Draghi’s proposal to Mattarella: “If you stay, I’ll stay too …”

Draghi’s proposal to Mattarella: “If you stay, I’ll stay too …”
Draghi’s proposal to Mattarella: “If you stay, I’ll stay too …”

Come on, stay. Pippo Baudo and Confindustria, Olympic gold medals and party secretaries, the politicians he receives and the people he meets: everyone asks him, the last one yesterday in Conversano was Michele Emiliano, and Sergio Mattarella has now stopped responding. Supplications, appeals. Prayers. Even Merkel will ask him in mid-October, when he goes to Berlin for the “farewell visit”. And Mario Draghi, between the serious and the facetious, threw it there on Thursday evening at dinner at the Quirinale. More or less like this: if you stay, I’ll stay too. A joke? A scenario that opens up? Maybe. The head of state, they say, just smiled.

A business lunch like many others, like every week. An opportunity not to register to take stock of Covid, the recovery and the autumn acceleration that the premier wants to give to the reforms. But the institutional risk, the great intertwining of presidencies is not a topic that can remain out of a conversation of this kind, albeit an informal one. Draghi, as we know, wants to complete “the mission”, to secure the country from a health and economic point of view, to ensure that the European billions are used to modernize Italy. But in January Mattarella’s mandate expires and Toto Colle is already crazy. Among the many hypotheses and pressures, one foresees the move of SuperMario, which however should leave the job halfway. Not to mention his real intentions. Hence the “if you stay, I’ll stay too”, that is a double confirmation until the 2023 political elections, makes sense. Then you will understand what Draghi will want to do when he grows up, between the Colle and Palazzo Chigi.

There is only one problem, not a small one: Sergio Mattarella has said several times that he is not available for a second job.
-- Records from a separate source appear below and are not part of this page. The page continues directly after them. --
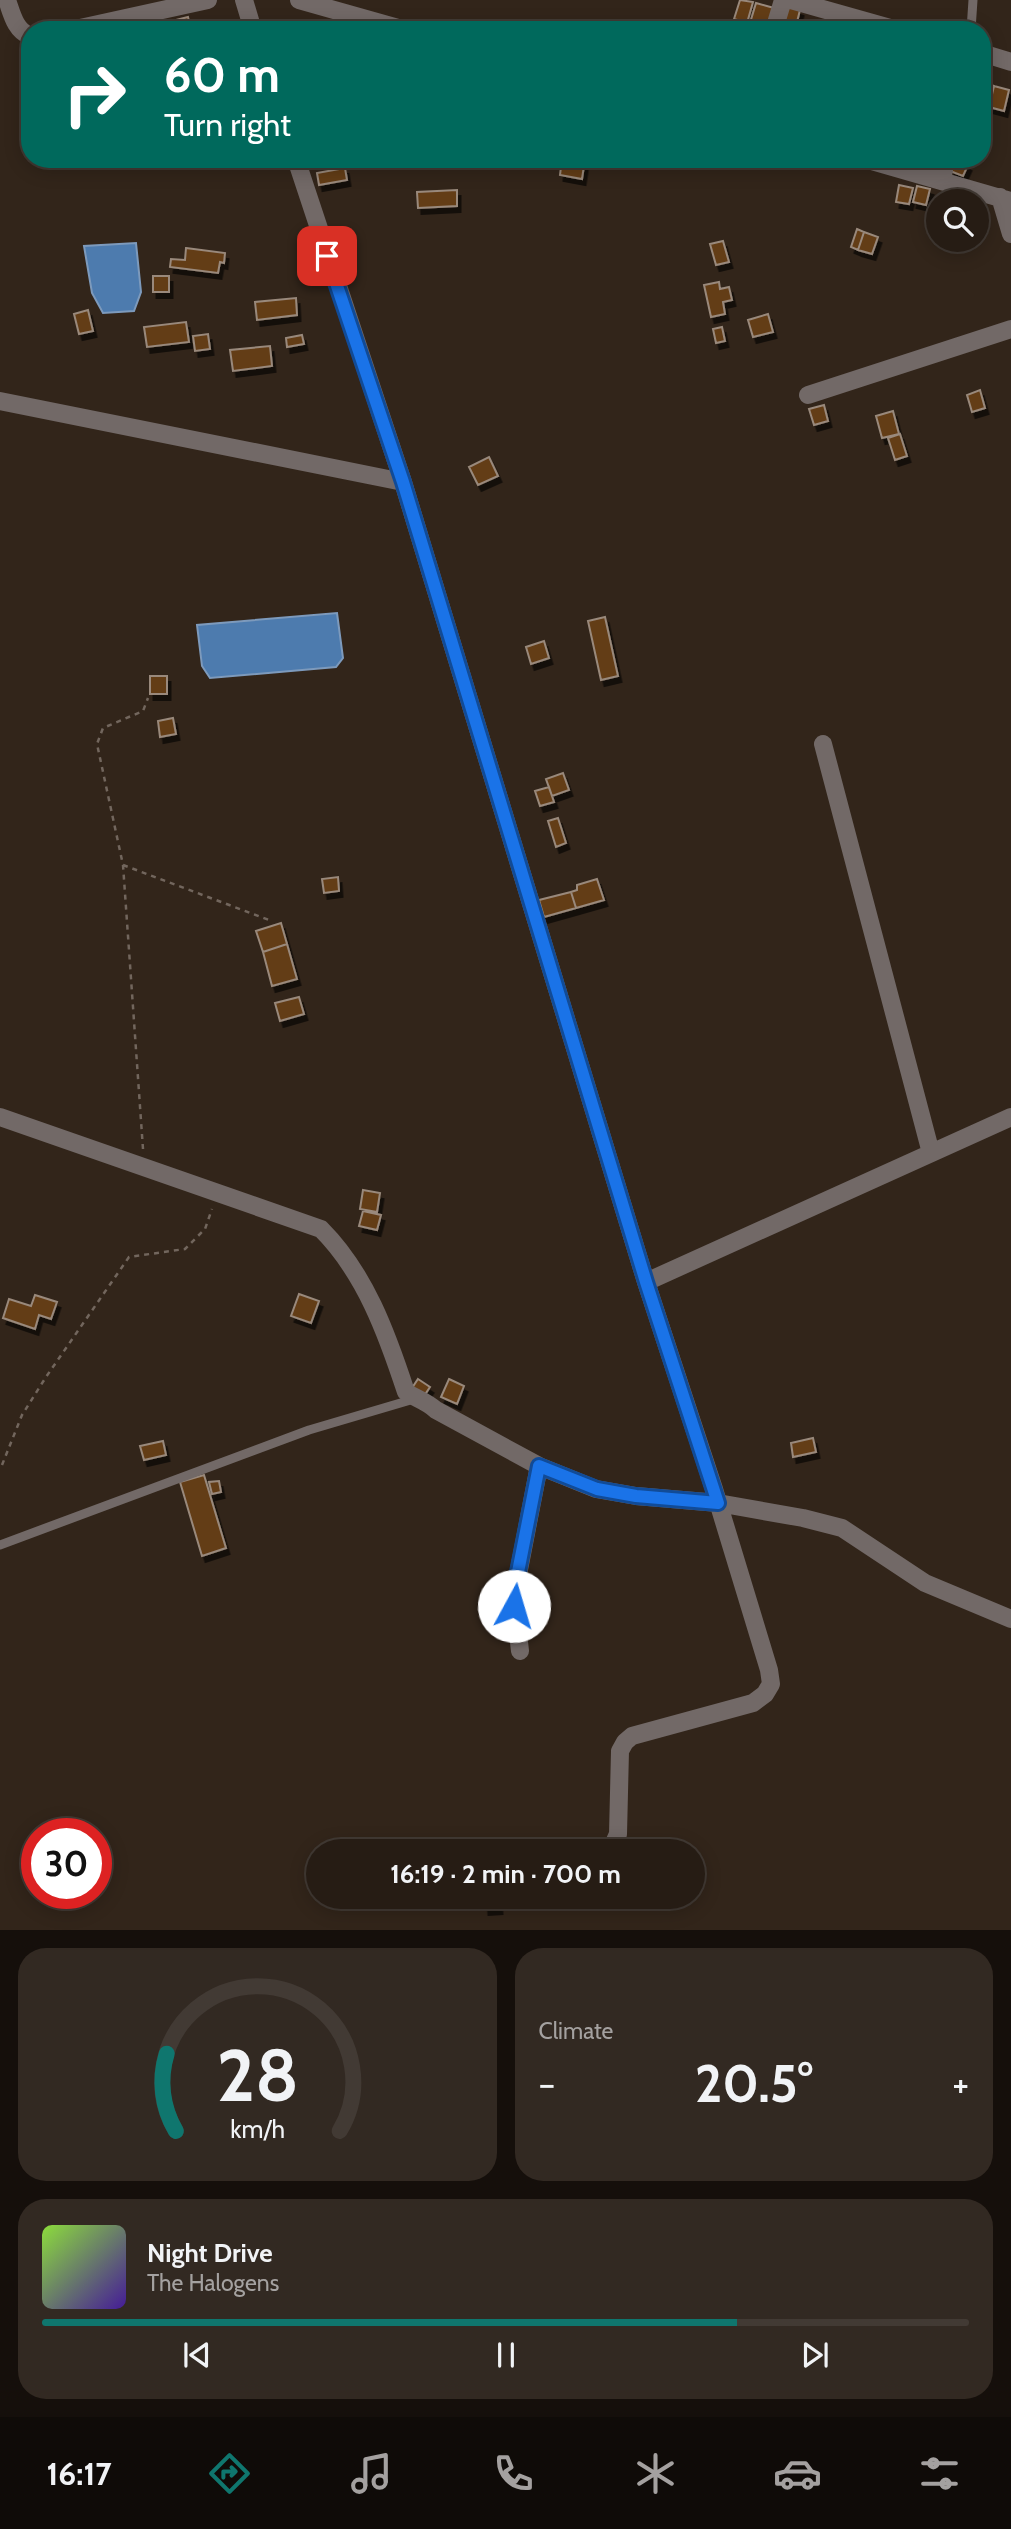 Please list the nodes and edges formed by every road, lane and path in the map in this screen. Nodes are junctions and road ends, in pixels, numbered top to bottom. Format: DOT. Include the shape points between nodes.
graph roads {
  1 [pos="7,0"];
  2 [pos="208,0"];
  3 [pos="244,0"];
  4 [pos="299,0"];
  5 [pos="783,0"];
  6 [pos="791,0"];
  7 [pos="973,0"];
  8 [pos="112,21"];
  9 [pos="250,21"];
  10 [pos="373,21"];
  11 [pos="777,21"];
  12 [pos="865,21"];
  13 [pos="972,21"];
  14 [pos="21,31"];
  15 [pos="991,56"];
  16 [pos="1011,62"];
  17 [pos="299,168"];
  18 [pos="896,168"];
  19 [pos="944,168"];
  20 [pos="942,181"];
  21 [pos="1005,199"];
  22 [pos="1011,234"];
  23 [pos="1011,330"];
  24 [pos="808,395"];
  25 [pos="0,401"];
  26 [pos="403,482"];
  27 [pos="148,698"];
  28 [pos="822,744"];
  29 [pos="123,865"];
  30 [pos="269,920"];
  31 [pos="0,1117"];
  32 [pos="1011,1117"];
  33 [pos="931,1153"];
  34 [pos="144,1166"];
  35 [pos="218,1192"];
  36 [pos="646,1282"];
  37 [pos="416,1398"];
  38 [pos="2,1465"];
  39 [pos="539,1466"];
  40 [pos="716,1496"];
  41 [pos="0,1545"];
  42 [pos="1011,1619"];
  43 [pos="520,1651"];
  44 [pos="616,1839"];
  1 -- 14 [label="street"];
  2 -- 8 [label="street"];
  3 -- 9 [label="street"];
  4 -- 10 [label="street"];
  5 -- 11 [label="street"];
  6 -- 12 [label="street"];
  7 -- 13 [label="lane"];
  15 -- 16 [label="street"];
  17 -- 26 [label="street"];
  18 -- 20 [label="street"];
  19 -- 20 [label="street"];
  20 -- 21 [label="street"];
  21 -- 22 [label="street"];
  23 -- 24 [label="street"];
  25 -- 26 [label="street"];
  26 -- 36 [label="street"];
  27 -- 29 [label="path" via="143,711 103,728 97,744"];
  28 -- 33 [label="street"];
  29 -- 30 [label="path"];
  29 -- 34 [label="path"];
  31 -- 34 [label="street"];
  32 -- 33 [label="street"];
  33 -- 36 [label="street"];
  34 -- 35 [label="street"];
  35 -- 37 [label="street" via="321,1229 339,1247 384,1327 406,1392"];
  35 -- 38 [label="path" via="205,1229 185,1249 129,1257 22,1415"];
  36 -- 40 [label="street"];
  37 -- 39 [label="street"];
  37 -- 41 [label="lane" via="309,1430"];
  39 -- 40 [label="street" via="597,1489 636,1496"];
  39 -- 43 [label="street" via="516,1585"];
  40 -- 42 [label="street" via="842,1528 925,1583"];
  40 -- 44 [label="street" via="771,1684 753,1703 625,1742 620,1751"];
}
First, because the head of state is culturally and politically opposed to continuing his mandate, and has explained this in public on several occasions. “Italy is a republic and not a kingdom”. The precedent of Giorgio Napolitano, held at the Quirinale by parties unable to find a successor, closes the road even more: if an exception is repeated after a few years, this is his thought, it becomes a rule. In fact, the ceremonial of the Hill has already started the farewell visits: the Pope, Madrid, Berlin, Paris, Brussels.
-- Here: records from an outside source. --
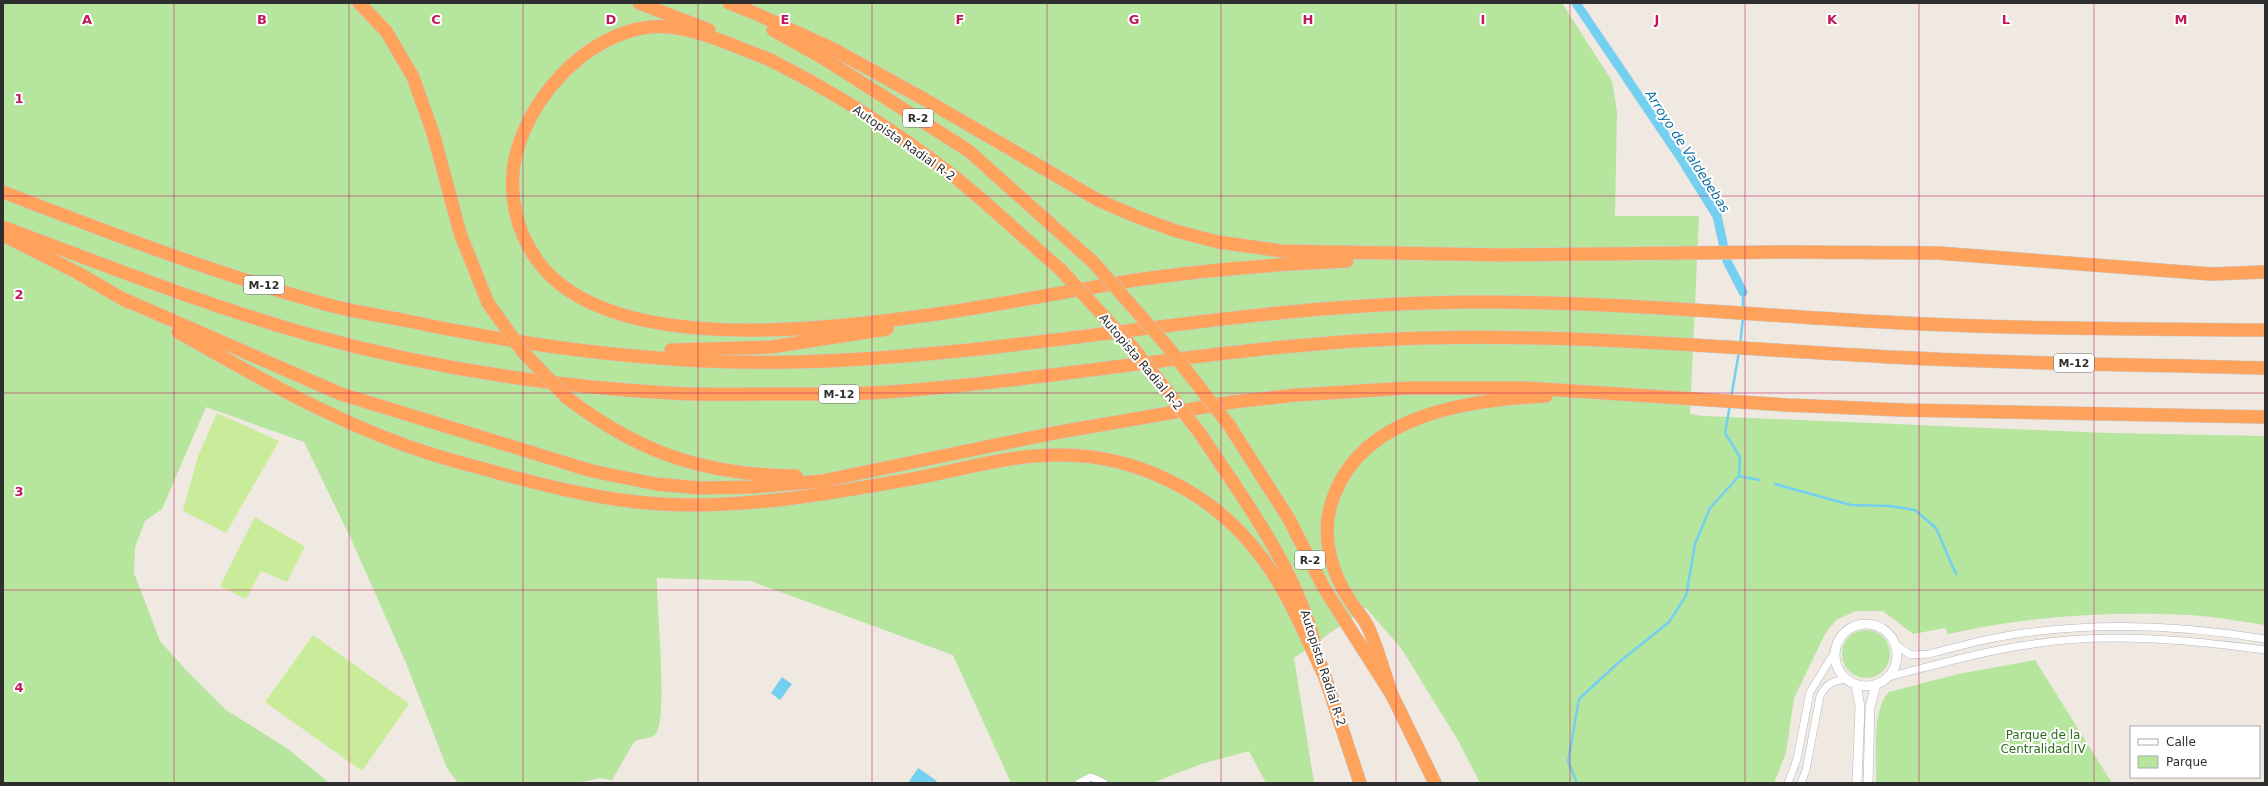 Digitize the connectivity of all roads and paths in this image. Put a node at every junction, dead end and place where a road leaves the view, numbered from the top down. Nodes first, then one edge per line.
1 (359, 3) edge
2 (639, 3) edge
3 (720, 3) edge
4 (729, 3) edge
5 (771, 60) junction
6 (3, 192) edge
7 (3, 227) edge
8 (3, 235) edge
9 (1501, 255) junction
10 (2265, 272) edge
11 (1047, 295) junction
12 (121, 298) junction
13 (2265, 330) edge
14 (535, 343) junction
15 (2265, 368) edge
16 (1606, 393) junction
17 (2265, 417) edge
18 (901, 464) junction
19 (2265, 639) edge
20 (1896, 645) junction
21 (1836, 650) junction
22 (2265, 650) edge
23 (1323, 673) junction
24 (1888, 677) junction
25 (1846, 679) junction
26 (1856, 684) junction
27 (1876, 684) junction
28 (1392, 695) junction
29 (1079, 783) edge
30 (1104, 783) edge
31 (1360, 783) edge
32 (1435, 783) edge
33 (1788, 783) edge
34 (1801, 783) edge
35 (1857, 783) edge
36 (1868, 783) edge

1 - 18 highway, bridge
2 - 5 highway, R-2
3 - 28 highway, R-2, bridge
4 - 9 highway
5 - 11 highway
5 - 23 highway, Autopista Radial R-2 / R-2, bridge
6 - 14 highway, M-12
7 - 15 highway, M-12
8 - 12 highway
9 - 10 highway
9 - 11 highway
11 - 14 highway
12 - 18 highway
12 - 23 highway
13 - 14 highway, M-12
16 - 17 highway
16 - 18 highway
16 - 28 highway
19 - 20 street
20 - 21 street
20 - 24 street
21 - 25 street
21 - 33 street
22 - 24 street
23 - 31 highway, Autopista Radial R-2 / R-2
24 - 27 street
25 - 26 street
25 - 34 street
26 - 27 street
26 - 35 street
27 - 36 street
28 - 32 highway, R-2
29 - 30 street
The second reason, not mentioned, is procedural: a possible encore is not available to Mattarella. The President of the Republic does not propose and does not stand as a candidate. But it is chosen and voted on by a thousand great electors, deputies, senators and representatives of the Regions, on the basis of a political agreement. So, you have to wait. If no other profiles emerge, if the parties take office, if certain conditions will mature, if they invoke it, then we will see if the outgoing head of state will change his mind and, out of a sense of responsibility, will accept to stay for extra time.

In the meantime, however, he does not even want to hear about the subject: the last thing he wants is to end up “in the meat grinder.” This does not prevent him from a form of pushed, almost ostentatious presentialism, as if to remind him that he is the head of state in office until the last minute. Travel, meetings, speeches, full agenda. On Friday, for example, he received a delegation from the Italian and European Episcopal Conferences, outlining a kind of government program. “After the pandemic and the crisis, we are called to rebuild solidarity societies and overcome economic and environmental imbalances”. And yesterday in Puglia he commemorated Giuseppe Di Vagno, a socialist parliamentarian killed a hundred years ago by the fascists. “I wanted to be there to testify that the state exists.” And there is also Mattarella, it seems.